In a note to clients this morning, Ezra Gottheil of Technology Business Research speculates that Apple (AAPL) will indeed launch a new product category at Macworld in early January. A netbook designed to leverage Apple’s design prowess and its online delivery system as well. “[The device] will provide Web access, email, media playing, and essential applications at a single low price,” Gottheil writes. “Computer beginners will be able to start using it quickly and easily. Users will have fewer questions, problems, conflicts and security breaches, as the device will be less intimidating than both PCs and Macs. As with the iPhone, iTunes and the App Store will offer an array of content, applications and games. As with the iPhone, the software can be rebuilt from the App Store. With an optional online backup service, the entire device can be restored…. Because all applications are delivered through the iTunes App Store, Apple will maintain sustained relationships with users, making it easier to upsell and cross-sell to existing customers.

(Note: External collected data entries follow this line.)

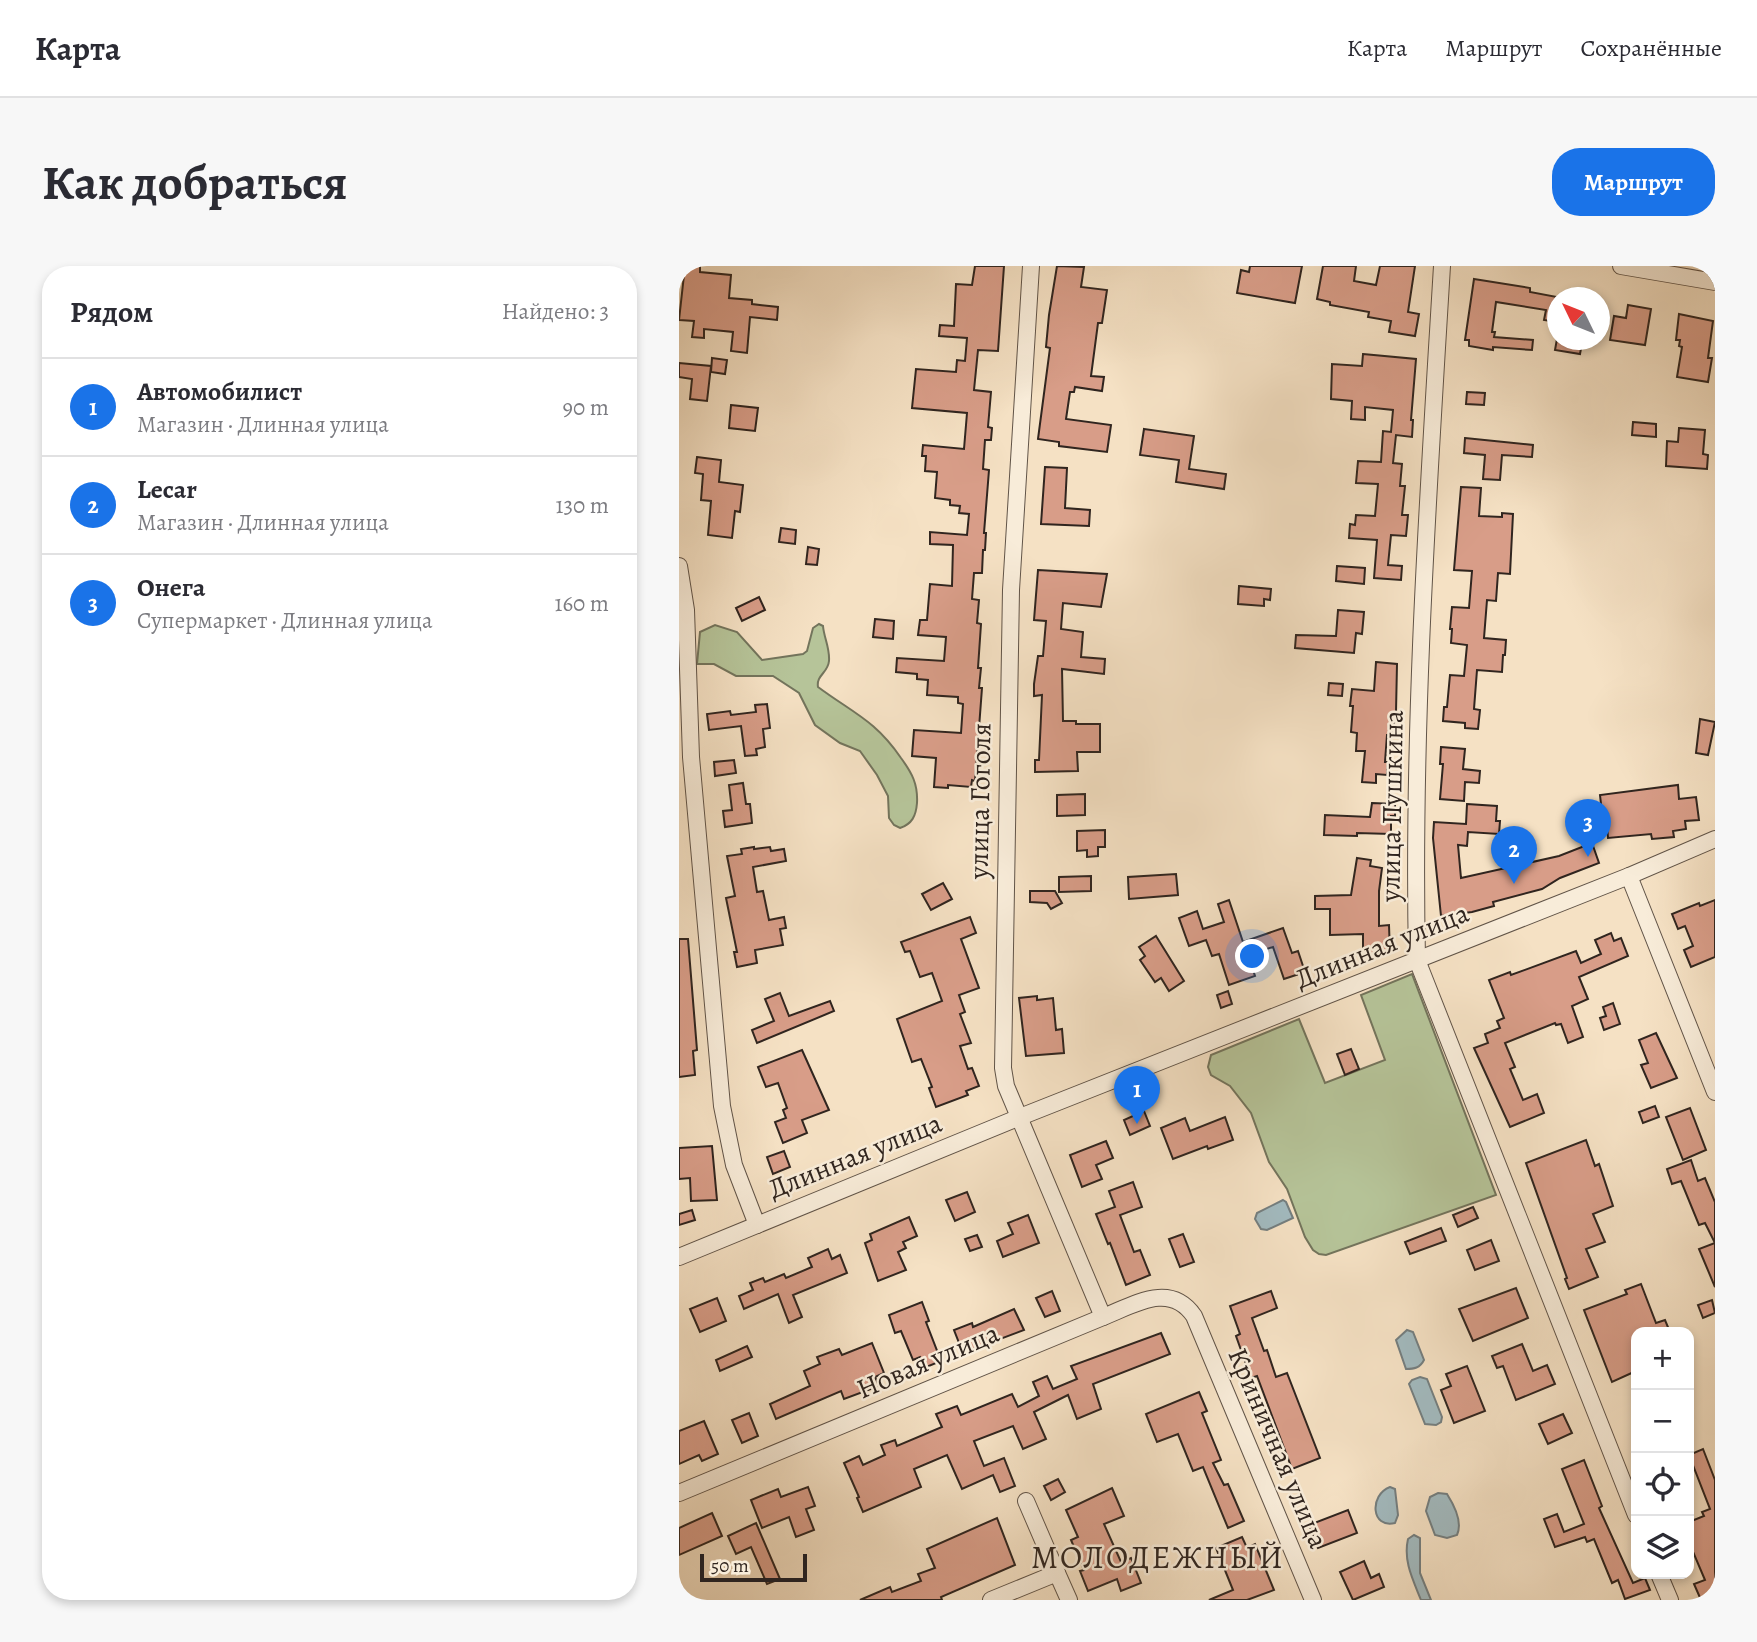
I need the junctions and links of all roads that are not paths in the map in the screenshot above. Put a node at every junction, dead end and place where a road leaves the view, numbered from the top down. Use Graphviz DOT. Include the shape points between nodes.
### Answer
graph roads {
  1 [pos="1031,266"];
  2 [pos="1442,266"];
  3 [pos="1621,266"];
  4 [pos="1715,282"];
  5 [pos="679,566"];
  6 [pos="1715,839"];
  7 [pos="1629,876"];
  8 [pos="1417,960"];
  9 [pos="1715,1091"];
  10 [pos="1020,1116"];
  11 [pos="757,1225"];
  12 [pos="679,1257"];
  13 [pos="1194,1316"];
  14 [pos="1103,1317"];
  15 [pos="679,1493"];
  16 [pos="1026,1501"];
  17 [pos="1631,1502"];
  18 [pos="1057,1573"];
  19 [pos="1661,1579"];
  20 [pos="991,1600"];
  21 [pos="1069,1600"];
  22 [pos="1313,1600"];
  23 [pos="1670,1600"];
  1 -- 10 [label="street, улица Гоголя" via="1010,590 1002,1019 1006,1086"];
  2 -- 8 [label="street, улица Пушкина" via="1424,566 1415,866"];
  3 -- 4 [label="street"];
  5 -- 11 [label="street" via="722,1106 734,1166"];
  6 -- 7 [label="street, Длинная улица"];
  7 -- 8 [label="street, Длинная улица"];
  7 -- 9 [label="street"];
  8 -- 10 [label="street, Длинная улица"];
  8 -- 17 [label="street, улица Пушкина"];
  10 -- 11 [label="street, Длинная улица"];
  10 -- 14 [label="street, улица Гоголя"];
  11 -- 12 [label="street, Длинная улица"];
  13 -- 14 [label="street, Новая улица" via="1184,1304 1156,1297"];
  13 -- 22 [label="street, Криничная улица"];
  14 -- 15 [label="street, Новая улица"];
  16 -- 18 [label="street"];
  18 -- 20 [label="street"];
  18 -- 21 [label="street"];
  19 -- 23 [label="street"];
}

TBR believes Apple will make online services like MobileMe increasingly attractive to all customers, but purchasers of the new Apple device may find its simplicity especially appealing.”
Now, I know Gottheil’s the guy who said “Apple doesn’t need Jobs anymore”–blasphemy! But the scenario he lays out above makes quite a bit of sense, doesn’t it?
If such a device is indeed uncrated at Macworld, Gottheil expects it will arrive at market around midyear at prices beginning at $599–$99 more than the $500 computer Apple CEO Steve Jobs claims the company doesn’t know how to make….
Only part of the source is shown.